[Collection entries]
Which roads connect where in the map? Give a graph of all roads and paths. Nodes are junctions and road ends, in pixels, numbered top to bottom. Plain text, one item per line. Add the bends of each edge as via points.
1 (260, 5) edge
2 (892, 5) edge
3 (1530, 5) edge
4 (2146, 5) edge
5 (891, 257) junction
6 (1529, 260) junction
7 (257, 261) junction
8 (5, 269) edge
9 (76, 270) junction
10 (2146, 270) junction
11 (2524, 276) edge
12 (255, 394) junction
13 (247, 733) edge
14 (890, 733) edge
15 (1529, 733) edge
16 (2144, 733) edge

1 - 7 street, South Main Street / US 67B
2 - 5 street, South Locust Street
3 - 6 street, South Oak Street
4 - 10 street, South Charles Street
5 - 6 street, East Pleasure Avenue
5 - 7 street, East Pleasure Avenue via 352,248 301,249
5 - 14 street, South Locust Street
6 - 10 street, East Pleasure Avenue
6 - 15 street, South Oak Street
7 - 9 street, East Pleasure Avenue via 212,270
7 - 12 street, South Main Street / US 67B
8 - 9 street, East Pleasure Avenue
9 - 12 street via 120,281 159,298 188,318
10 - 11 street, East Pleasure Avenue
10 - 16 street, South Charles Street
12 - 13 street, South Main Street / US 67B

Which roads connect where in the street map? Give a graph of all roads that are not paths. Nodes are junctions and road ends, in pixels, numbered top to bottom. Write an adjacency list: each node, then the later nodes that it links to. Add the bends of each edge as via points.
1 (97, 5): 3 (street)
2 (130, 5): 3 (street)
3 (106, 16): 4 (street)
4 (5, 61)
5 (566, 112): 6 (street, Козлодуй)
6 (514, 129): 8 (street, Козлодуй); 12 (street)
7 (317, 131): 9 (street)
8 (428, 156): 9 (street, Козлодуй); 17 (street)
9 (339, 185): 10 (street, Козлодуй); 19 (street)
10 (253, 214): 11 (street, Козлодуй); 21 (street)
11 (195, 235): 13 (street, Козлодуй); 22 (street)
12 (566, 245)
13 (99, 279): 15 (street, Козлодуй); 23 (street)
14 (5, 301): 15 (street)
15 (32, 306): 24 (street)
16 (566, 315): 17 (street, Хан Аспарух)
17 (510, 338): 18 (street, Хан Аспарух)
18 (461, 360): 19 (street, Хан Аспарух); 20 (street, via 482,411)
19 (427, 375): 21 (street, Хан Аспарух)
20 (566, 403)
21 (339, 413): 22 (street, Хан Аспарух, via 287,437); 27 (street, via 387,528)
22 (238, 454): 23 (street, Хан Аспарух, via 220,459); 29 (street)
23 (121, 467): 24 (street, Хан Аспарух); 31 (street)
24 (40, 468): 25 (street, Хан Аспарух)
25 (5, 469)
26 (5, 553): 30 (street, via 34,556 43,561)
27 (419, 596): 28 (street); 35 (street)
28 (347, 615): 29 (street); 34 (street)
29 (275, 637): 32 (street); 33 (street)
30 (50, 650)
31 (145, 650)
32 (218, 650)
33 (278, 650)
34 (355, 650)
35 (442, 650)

§ Directions for this task
The response should consist of all the entries, reproduced word for word.

§ Exercise response
Which roads connect where in the map? Give a graph of all roads and paths. Nodes are junctions and road ends, in pixels, numbered top to bottom. Plain text, one item per line. Add the bends of each edge as via points.
1 (260, 5) edge
2 (892, 5) edge
3 (1530, 5) edge
4 (2146, 5) edge
5 (891, 257) junction
6 (1529, 260) junction
7 (257, 261) junction
8 (5, 269) edge
9 (76, 270) junction
10 (2146, 270) junction
11 (2524, 276) edge
12 (255, 394) junction
13 (247, 733) edge
14 (890, 733) edge
15 (1529, 733) edge
16 (2144, 733) edge

1 - 7 street, South Main Street / US 67B
2 - 5 street, South Locust Street
3 - 6 street, South Oak Street
4 - 10 street, South Charles Street
5 - 6 street, East Pleasure Avenue
5 - 7 street, East Pleasure Avenue via 352,248 301,249
5 - 14 street, South Locust Street
6 - 10 street, East Pleasure Avenue
6 - 15 street, South Oak Street
7 - 9 street, East Pleasure Avenue via 212,270
7 - 12 street, South Main Street / US 67B
8 - 9 street, East Pleasure Avenue
9 - 12 street via 120,281 159,298 188,318
10 - 11 street, East Pleasure Avenue
10 - 16 street, South Charles Street
12 - 13 street, South Main Street / US 67B

Which roads connect where in the street map? Give a graph of all roads that are not paths. Nodes are junctions and road ends, in pixels, numbered top to bottom. Write an adjacency list: each node, then the later nodes that it links to. Add the bends of each edge as via points.
1 (97, 5): 3 (street)
2 (130, 5): 3 (street)
3 (106, 16): 4 (street)
4 (5, 61)
5 (566, 112): 6 (street, Козлодуй)
6 (514, 129): 8 (street, Козлодуй); 12 (street)
7 (317, 131): 9 (street)
8 (428, 156): 9 (street, Козлодуй); 17 (street)
9 (339, 185): 10 (street, Козлодуй); 19 (street)
10 (253, 214): 11 (street, Козлодуй); 21 (street)
11 (195, 235): 13 (street, Козлодуй); 22 (street)
12 (566, 245)
13 (99, 279): 15 (street, Козлодуй); 23 (street)
14 (5, 301): 15 (street)
15 (32, 306): 24 (street)
16 (566, 315): 17 (street, Хан Аспарух)
17 (510, 338): 18 (street, Хан Аспарух)
18 (461, 360): 19 (street, Хан Аспарух); 20 (street, via 482,411)
19 (427, 375): 21 (street, Хан Аспарух)
20 (566, 403)
21 (339, 413): 22 (street, Хан Аспарух, via 287,437); 27 (street, via 387,528)
22 (238, 454): 23 (street, Хан Аспарух, via 220,459); 29 (street)
23 (121, 467): 24 (street, Хан Аспарух); 31 (street)
24 (40, 468): 25 (street, Хан Аспарух)
25 (5, 469)
26 (5, 553): 30 (street, via 34,556 43,561)
27 (419, 596): 28 (street); 35 (street)
28 (347, 615): 29 (street); 34 (street)
29 (275, 637): 32 (street); 33 (street)
30 (50, 650)
31 (145, 650)
32 (218, 650)
33 (278, 650)
34 (355, 650)
35 (442, 650)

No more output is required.